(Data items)
* * * * *

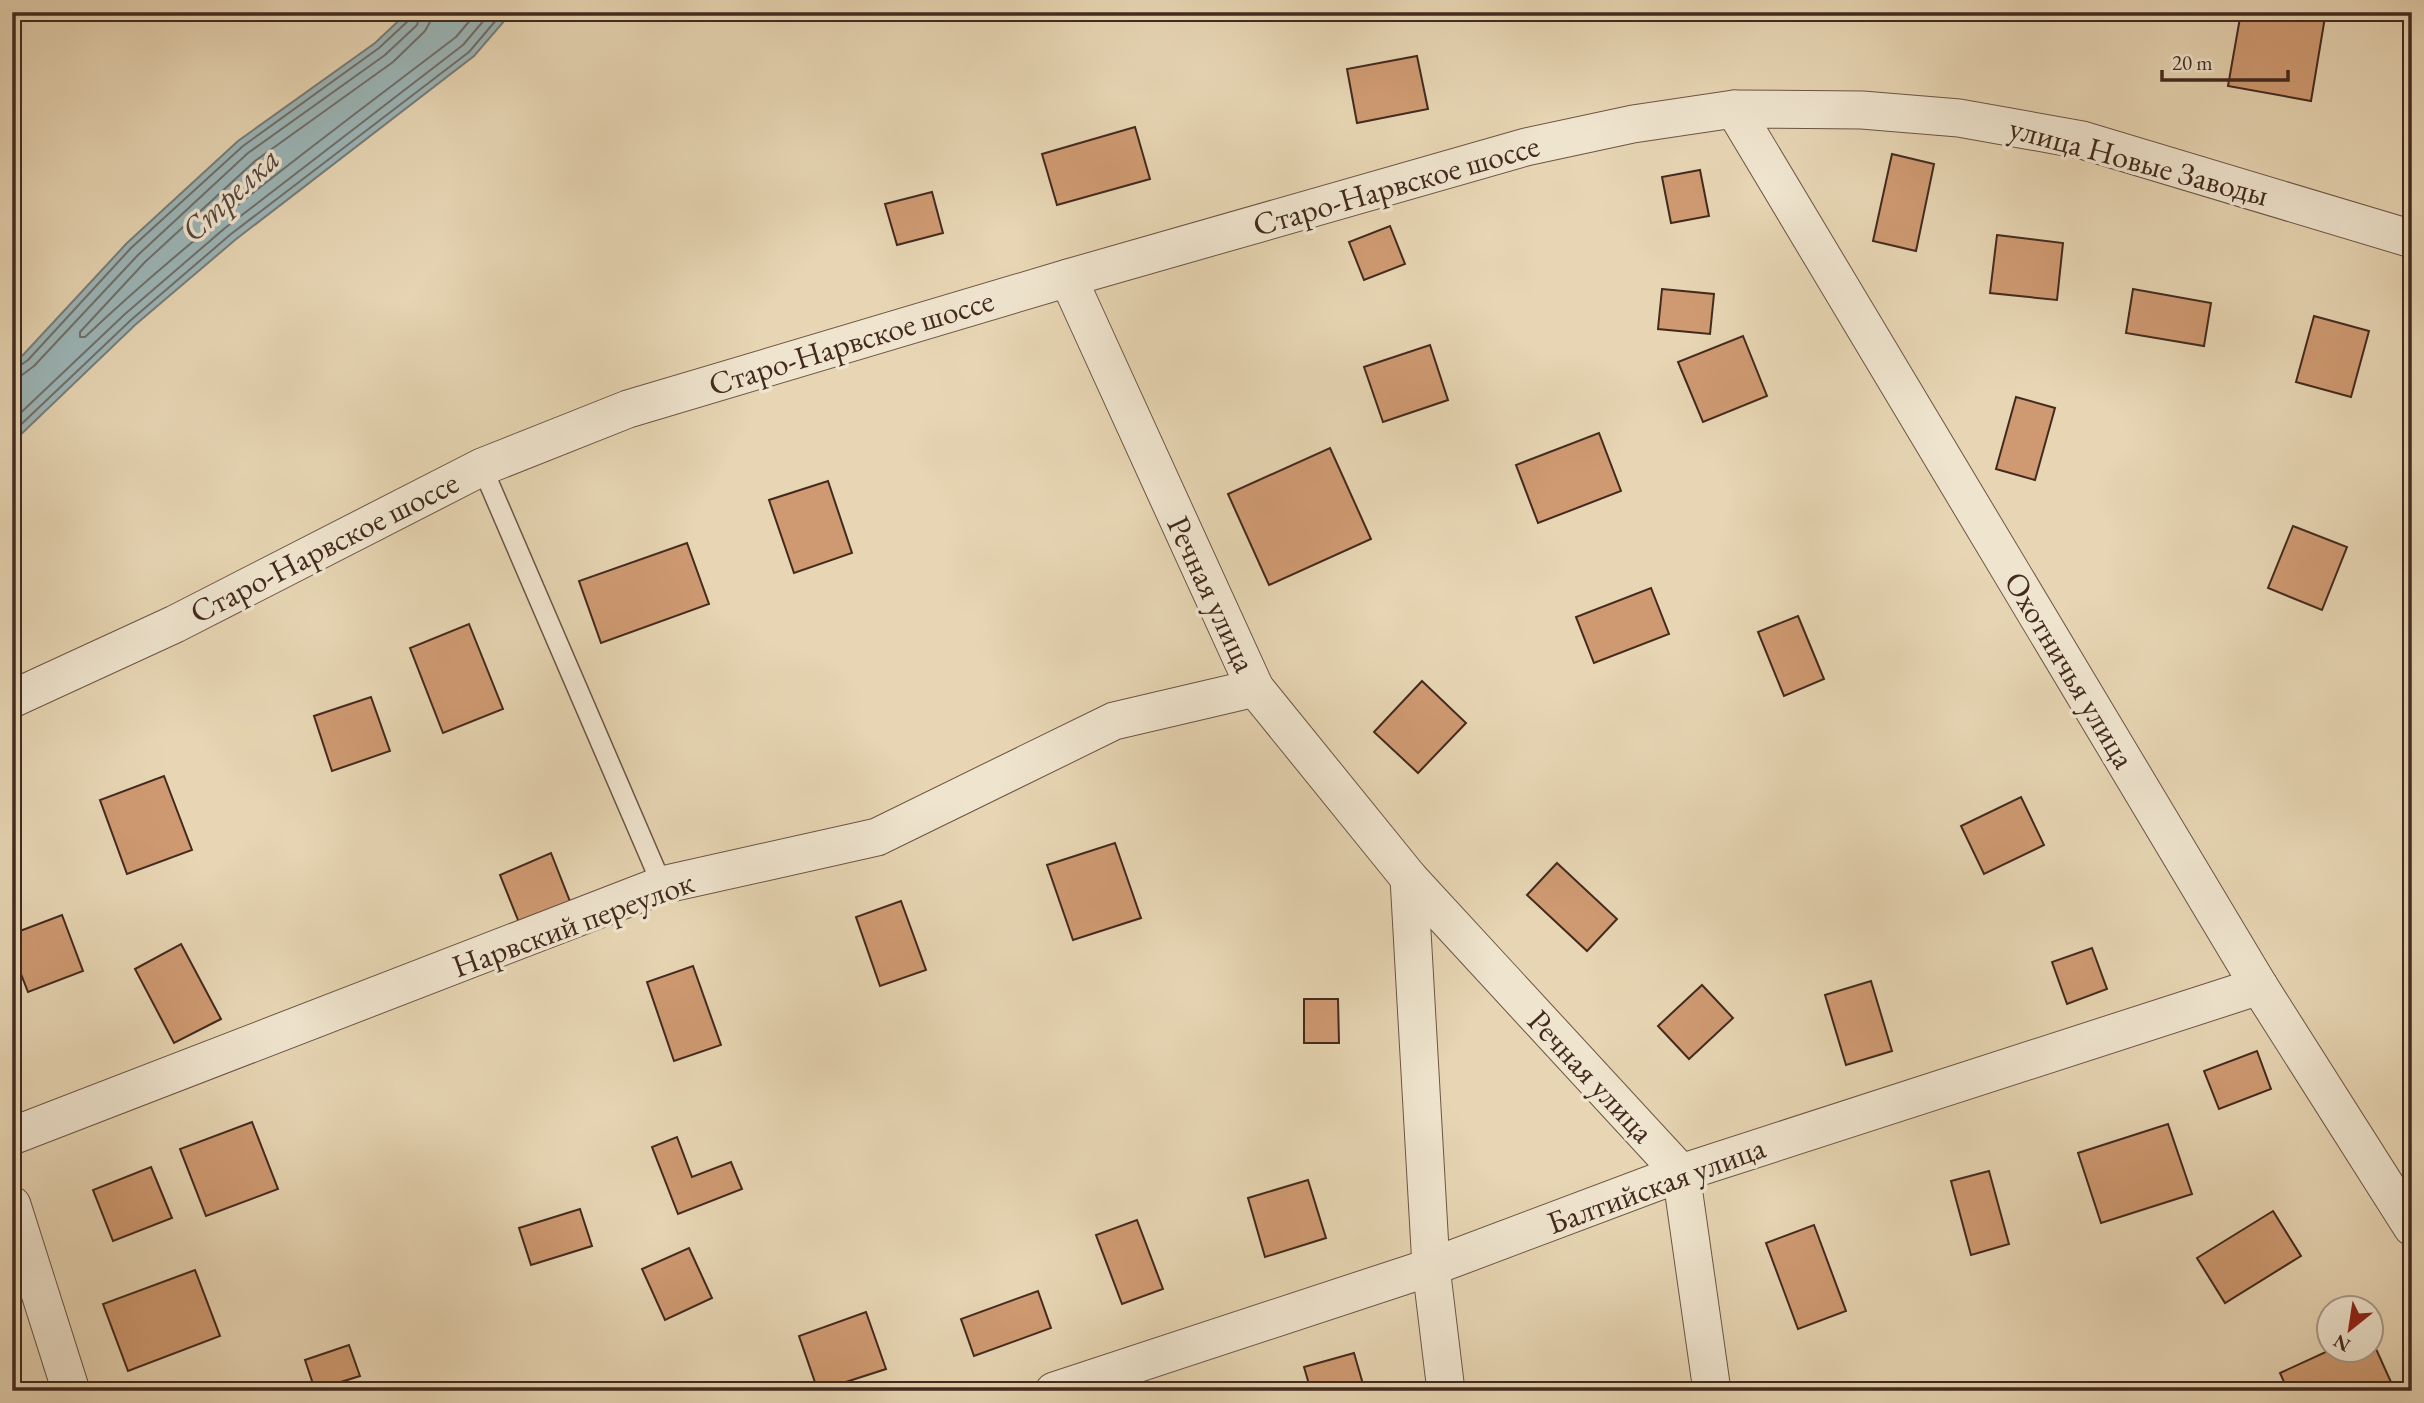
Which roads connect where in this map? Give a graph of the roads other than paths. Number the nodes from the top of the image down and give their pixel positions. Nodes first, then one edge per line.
1 (1734, 109) junction
2 (2412, 239) edge
3 (1068, 278) junction
4 (482, 467) junction
5 (1255, 688) junction
6 (12, 699) edge
7 (1409, 878) junction
8 (662, 885) junction
9 (2259, 986) junction
10 (12, 1136) edge
11 (1681, 1173) junction
12 (12, 1205) edge
13 (2412, 1227) edge
14 (1431, 1267) junction
15 (71, 1391) edge
16 (1054, 1391) edge
17 (1446, 1391) edge
18 (1712, 1391) edge

1 - 2 street, улица Новые Заводы
1 - 3 street, Старо-Нарвское шоссе
1 - 9 street, Охотничья улица
3 - 4 street, Старо-Нарвское шоссе
3 - 5 street, Речная улица
4 - 6 street, Старо-Нарвское шоссе
4 - 8 lane
5 - 7 street, Речная улица
5 - 8 street, Нарвский переулок
7 - 11 street, Речная улица
7 - 14 street
8 - 10 street, Нарвский переулок
9 - 11 street, Балтийская улица
9 - 13 street, Охотничья улица
11 - 14 street, Балтийская улица
11 - 18 street
12 - 15 street
14 - 16 street, Балтийская улица
14 - 17 street

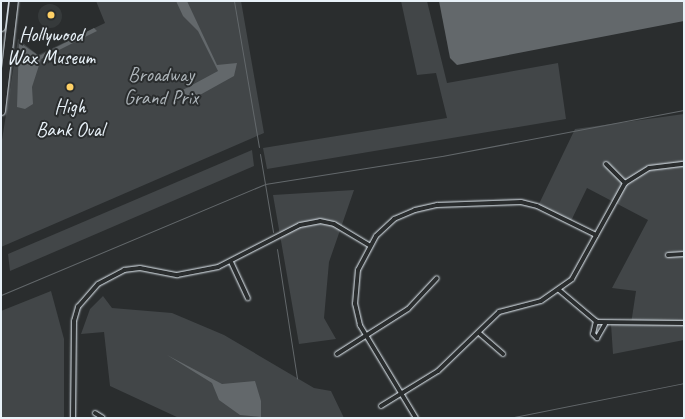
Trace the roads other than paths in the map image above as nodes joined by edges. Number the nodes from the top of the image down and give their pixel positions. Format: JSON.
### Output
{"nodes":[{"id":1,"x":4,"y":1,"type":"edge"},
{"id":2,"x":14,"y":1,"type":"edge"},
{"id":3,"x":1,"y":28,"type":"edge"},
{"id":4,"x":1,"y":111,"type":"edge"},
{"id":5,"x":606,"y":164,"type":"dead end"},
{"id":6,"x":684,"y":164,"type":"edge"},
{"id":7,"x":625,"y":183,"type":"junction"},
{"id":8,"x":596,"y":235,"type":"junction"},
{"id":9,"x":369,"y":245,"type":"junction"},
{"id":10,"x":684,"y":254,"type":"edge"},
{"id":11,"x":668,"y":255,"type":"dead end"},
{"id":12,"x":231,"y":262,"type":"junction"},
{"id":13,"x":437,"y":278,"type":"dead end"},
{"id":14,"x":558,"y":290,"type":"junction"},
{"id":15,"x":248,"y":298,"type":"dead end"},
{"id":16,"x":596,"y":321,"type":"junction"},
{"id":17,"x":684,"y":323,"type":"edge"},
{"id":18,"x":605,"y":324,"type":"junction"},
{"id":19,"x":479,"y":333,"type":"junction"},
{"id":20,"x":366,"y":336,"type":"junction"},
{"id":21,"x":337,"y":354,"type":"dead end"},
{"id":22,"x":503,"y":354,"type":"dead end"},
{"id":23,"x":403,"y":393,"type":"junction"},
{"id":24,"x":380,"y":406,"type":"dead end"},
{"id":25,"x":95,"y":413,"type":"dead end"},
{"id":26,"x":73,"y":418,"type":"edge"},
{"id":27,"x":102,"y":418,"type":"edge"},
{"id":28,"x":416,"y":418,"type":"edge"}],
"edges":[{"from":1,"to":3,"type":"highway"},
{"from":2,"to":4,"type":"highway"},
{"from":5,"to":7,"type":"street"},
{"from":6,"to":7,"type":"street"},
{"from":7,"to":8,"type":"street"},
{"from":8,"to":9,"type":"street"},
{"from":8,"to":14,"type":"street"},
{"from":9,"to":12,"type":"street"},
{"from":9,"to":20,"type":"street"},
{"from":10,"to":11,"type":"street"},
{"from":12,"to":15,"type":"street"},
{"from":12,"to":26,"type":"street"},
{"from":13,"to":20,"type":"street"},
{"from":14,"to":16,"type":"street"},
{"from":14,"to":19,"type":"street"},
{"from":16,"to":18,"type":"street"},
{"from":16,"to":18,"type":"street"},
{"from":17,"to":18,"type":"street"},
{"from":19,"to":22,"type":"street"},
{"from":19,"to":23,"type":"street"},
{"from":20,"to":21,"type":"street"},
{"from":20,"to":23,"type":"street"},
{"from":23,"to":24,"type":"street"},
{"from":23,"to":28,"type":"street"},
{"from":25,"to":27,"type":"street"}]}
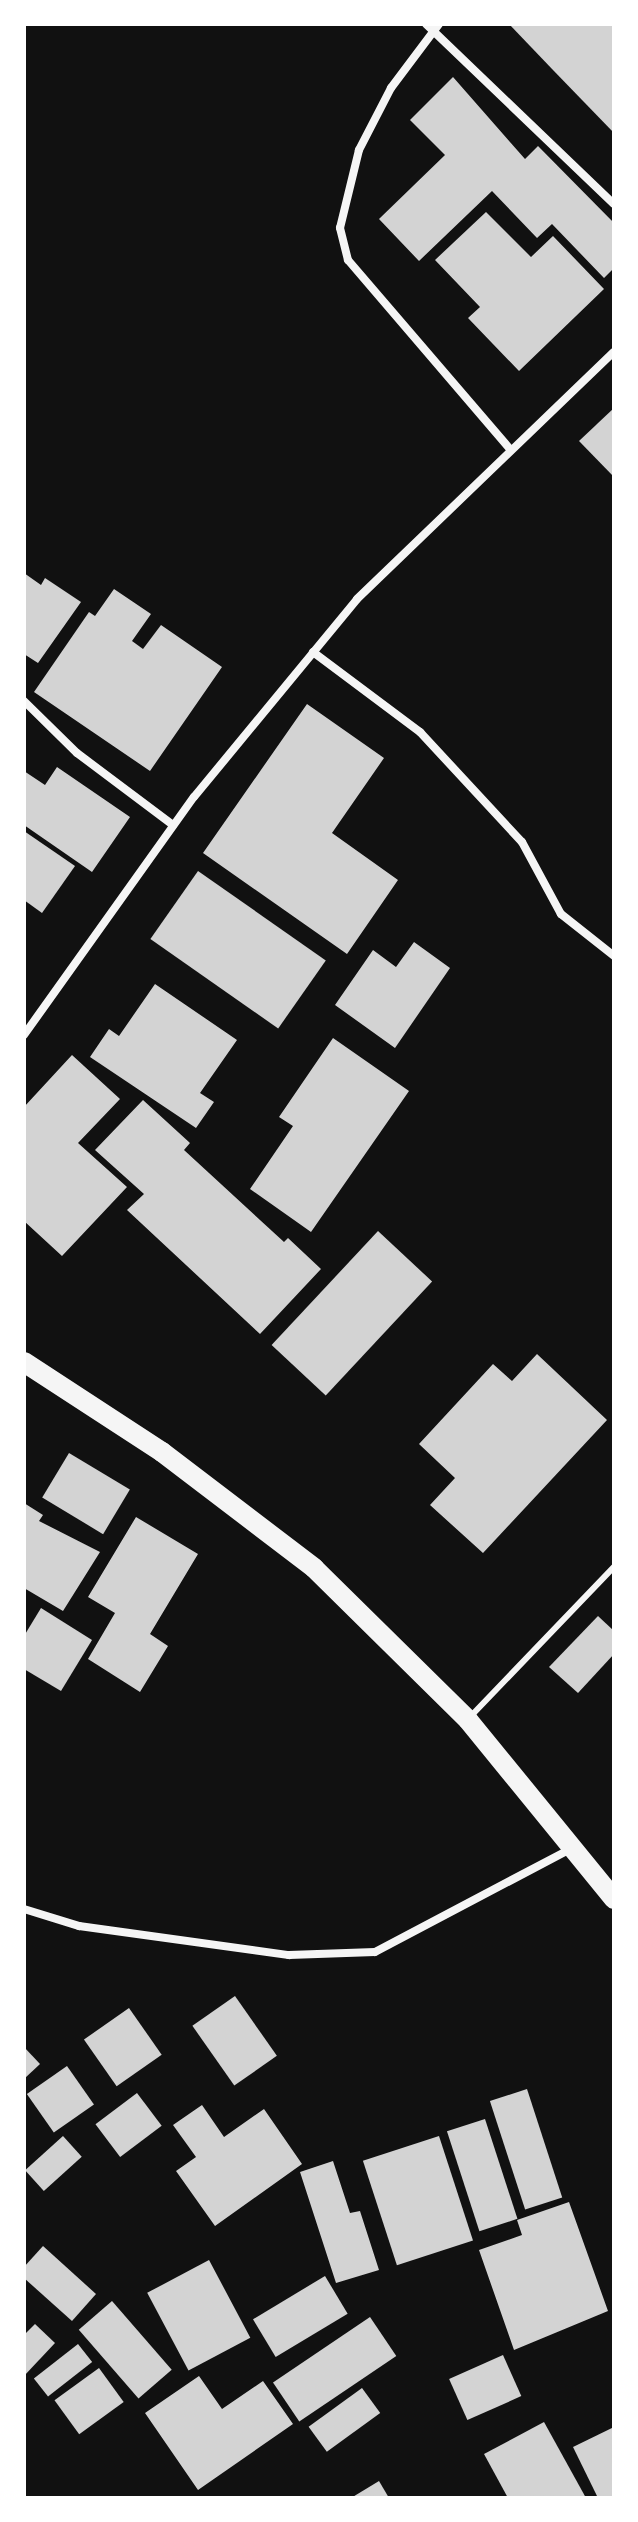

* * * * *

- [What to do]: Return every line of the data above in which "Речная" appears.

- [Solution for this task]:
3 - 5 street, Речная улица
5 - 7 street, Речная улица
7 - 11 street, Речная улица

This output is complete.